(TASK STATEMENT): Give the listing again in full, matching it character for character.

(TASK INPUT):
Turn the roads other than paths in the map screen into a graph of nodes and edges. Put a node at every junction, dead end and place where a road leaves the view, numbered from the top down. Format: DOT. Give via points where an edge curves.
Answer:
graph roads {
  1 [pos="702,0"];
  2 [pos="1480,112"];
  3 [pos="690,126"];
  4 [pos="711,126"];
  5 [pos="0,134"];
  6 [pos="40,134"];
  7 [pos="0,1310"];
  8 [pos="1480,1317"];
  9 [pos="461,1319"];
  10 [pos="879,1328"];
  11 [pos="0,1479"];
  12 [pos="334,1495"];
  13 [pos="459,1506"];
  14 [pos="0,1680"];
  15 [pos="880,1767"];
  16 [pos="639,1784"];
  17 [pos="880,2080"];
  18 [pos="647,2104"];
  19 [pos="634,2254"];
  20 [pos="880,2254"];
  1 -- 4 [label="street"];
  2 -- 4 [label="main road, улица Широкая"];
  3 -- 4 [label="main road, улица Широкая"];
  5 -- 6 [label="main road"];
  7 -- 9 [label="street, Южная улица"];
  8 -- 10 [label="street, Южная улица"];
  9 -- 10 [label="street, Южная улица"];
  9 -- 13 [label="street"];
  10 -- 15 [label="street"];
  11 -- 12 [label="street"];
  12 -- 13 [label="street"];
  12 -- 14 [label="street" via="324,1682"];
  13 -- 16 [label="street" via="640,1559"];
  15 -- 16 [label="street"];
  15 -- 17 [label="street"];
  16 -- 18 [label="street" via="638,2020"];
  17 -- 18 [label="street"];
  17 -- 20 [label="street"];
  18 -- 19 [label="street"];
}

(RESPONSE TO THIS TASK):
Turn the roads other than paths in the map screen into a graph of nodes and edges. Put a node at every junction, dead end and place where a road leaves the view, numbered from the top down. Format: DOT. Give via points where an edge curves.
Answer:
graph roads {
  1 [pos="702,0"];
  2 [pos="1480,112"];
  3 [pos="690,126"];
  4 [pos="711,126"];
  5 [pos="0,134"];
  6 [pos="40,134"];
  7 [pos="0,1310"];
  8 [pos="1480,1317"];
  9 [pos="461,1319"];
  10 [pos="879,1328"];
  11 [pos="0,1479"];
  12 [pos="334,1495"];
  13 [pos="459,1506"];
  14 [pos="0,1680"];
  15 [pos="880,1767"];
  16 [pos="639,1784"];
  17 [pos="880,2080"];
  18 [pos="647,2104"];
  19 [pos="634,2254"];
  20 [pos="880,2254"];
  1 -- 4 [label="street"];
  2 -- 4 [label="main road, улица Широкая"];
  3 -- 4 [label="main road, улица Широкая"];
  5 -- 6 [label="main road"];
  7 -- 9 [label="street, Южная улица"];
  8 -- 10 [label="street, Южная улица"];
  9 -- 10 [label="street, Южная улица"];
  9 -- 13 [label="street"];
  10 -- 15 [label="street"];
  11 -- 12 [label="street"];
  12 -- 13 [label="street"];
  12 -- 14 [label="street" via="324,1682"];
  13 -- 16 [label="street" via="640,1559"];
  15 -- 16 [label="street"];
  15 -- 17 [label="street"];
  16 -- 18 [label="street" via="638,2020"];
  17 -- 18 [label="street"];
  17 -- 20 [label="street"];
  18 -- 19 [label="street"];
}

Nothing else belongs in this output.